Only the lines holding "tunnel" are wanted; find them in the listing and return each one.
*-*-*
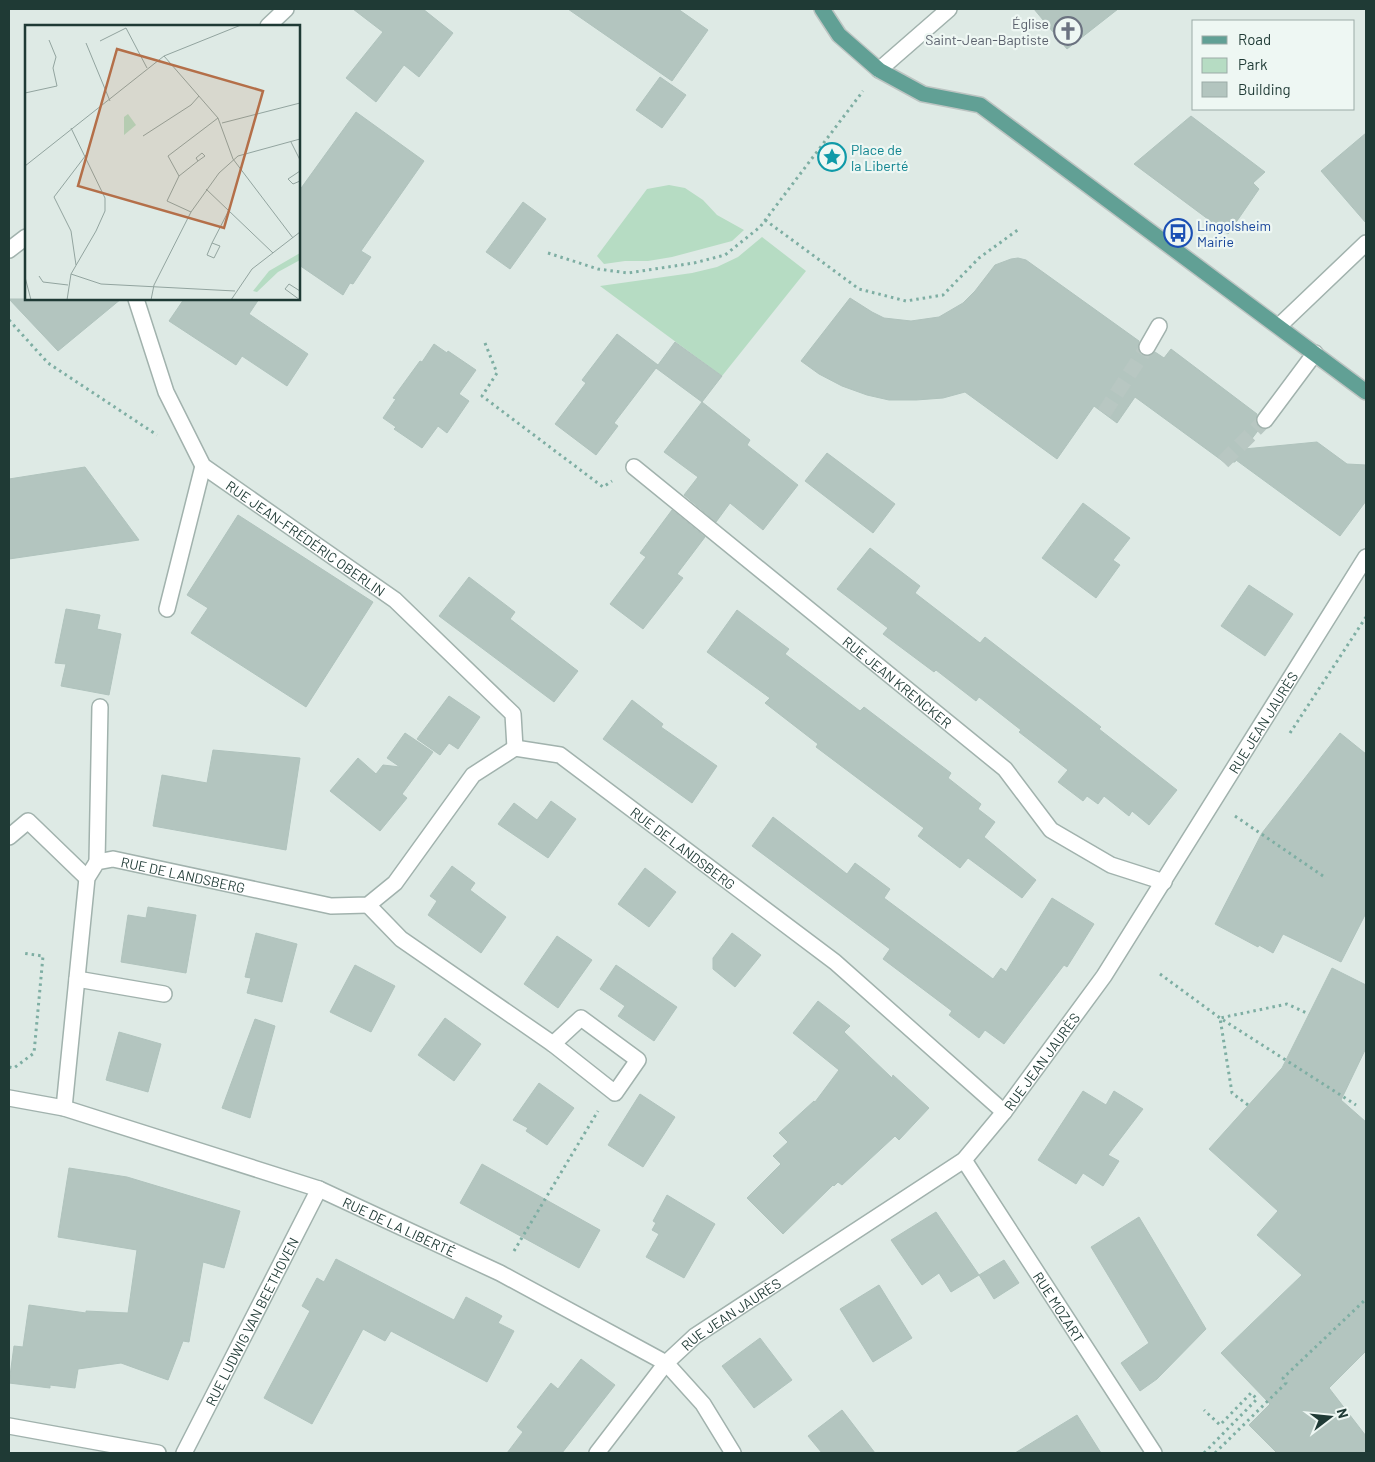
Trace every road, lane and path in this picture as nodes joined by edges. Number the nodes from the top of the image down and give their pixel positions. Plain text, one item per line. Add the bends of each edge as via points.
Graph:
1 (286, 9) edge
2 (822, 9) edge
3 (949, 9) edge
4 (269, 25) edge
5 (879, 70) junction
6 (765, 220) junction
7 (1019, 229) dead end
8 (25, 238) edge
9 (1366, 243) edge
10 (9, 250) edge
11 (548, 253) dead end
12 (136, 300) edge
13 (9, 320) edge
14 (1159, 326) dead end
15 (1279, 326) junction
16 (485, 342) dead end
17 (1147, 347) tunnel mouth
18 (1315, 353) junction
19 (1366, 392) edge
20 (1265, 420) tunnel mouth
21 (162, 439) dead end
22 (203, 466) junction
23 (634, 467) joint
24 (1366, 557) edge
25 (167, 609) dead end
26 (100, 707) dead end
27 (515, 748) junction
28 (1235, 816) dead end
29 (9, 836) edge
30 (97, 862) junction
31 (87, 878) junction
32 (1326, 878) dead end
33 (1164, 882) junction
34 (368, 905) junction
35 (22, 953) dead end
36 (1160, 974) dead end
37 (77, 979) junction
38 (164, 994) dead end
39 (1309, 1014) dead end
40 (1220, 1018) junction
41 (553, 1044) junction
42 (9, 1067) edge
43 (611, 1090) junction
44 (9, 1098) edge
45 (1248, 1105) dead end
46 (1356, 1105) dead end
47 (64, 1108) junction
48 (1004, 1112) junction
49 (964, 1160) junction
50 (319, 1189) junction
51 (500, 1273) junction
52 (1366, 1299) edge
53 (666, 1363) junction
54 (1204, 1410) dead end
55 (9, 1426) edge
56 (158, 1453) edge
57 (184, 1453) edge
58 (597, 1453) edge
59 (733, 1453) edge
60 (1154, 1453) edge
61 (1204, 1453) edge
62 (1215, 1453) edge

1 - 4 street
2 - 5 main road via 838,35
3 - 5 street
5 - 6 path
5 - 15 main road via 923,94 980,105
6 - 7 path via 859,289 906,301 943,296 979,258
6 - 11 path via 725,255 694,264 628,273 598,269
8 - 10 street
9 - 15 street
12 - 22 street, RUE JEAN-FRÉDÉRIC OBERLIN via 166,392
13 - 21 path via 48,363
14 - 17 street
15 - 18 main road
16 - 23 path via 497,373 482,396 603,487
18 - 19 main road
18 - 20 street
22 - 25 street
22 - 27 street, RUE JEAN-FRÉDÉRIC OBERLIN via 395,600 513,714
23 - 33 street, RUE JEAN KRENCKER via 1005,769 1051,830 1112,865
24 - 33 street, RUE JEAN JAURÈS
26 - 30 street
27 - 34 street via 473,775 395,883
27 - 48 street, RUE DE LANDSBERG via 560,755 835,962
28 - 32 path
29 - 31 street via 28,821
30 - 31 street
30 - 34 street, RUE DE LANDSBERG via 113,858 331,906
31 - 37 street
33 - 48 street, RUE JEAN JAURÈS via 1104,976
34 - 41 street via 401,939
35 - 42 path via 43,956 34,1053 14,1068
36 - 40 path
37 - 38 street
37 - 47 street
39 - 40 path via 1287,1004
40 - 45 path via 1232,1092
40 - 46 path
41 - 43 street
41 - 43 street via 581,1018 638,1060 615,1092
43 - 51 path
44 - 47 street, RUE DE LA LIBERTÉ
47 - 50 street, RUE DE LA LIBERTÉ
48 - 49 street, RUE JEAN JAURÈS
49 - 53 street, RUE JEAN JAURÈS via 695,1336
49 - 60 street, RUE MOZART
50 - 51 street, RUE DE LA LIBERTÉ
50 - 57 street, RUE LUDWIG VAN BEETHOVEN
51 - 53 street, RUE DE LA LIBERTÉ
52 - 62 path via 1282,1378 1286,1383
53 - 58 street, RUE JEAN JAURÈS
53 - 59 street, RUE DE LA LIBERTÉ via 703,1404
54 - 61 path via 1220,1425 1251,1393 1257,1399
55 - 56 street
*-*-*
**Exercise solution**
17 (1147, 347) tunnel mouth
20 (1265, 420) tunnel mouth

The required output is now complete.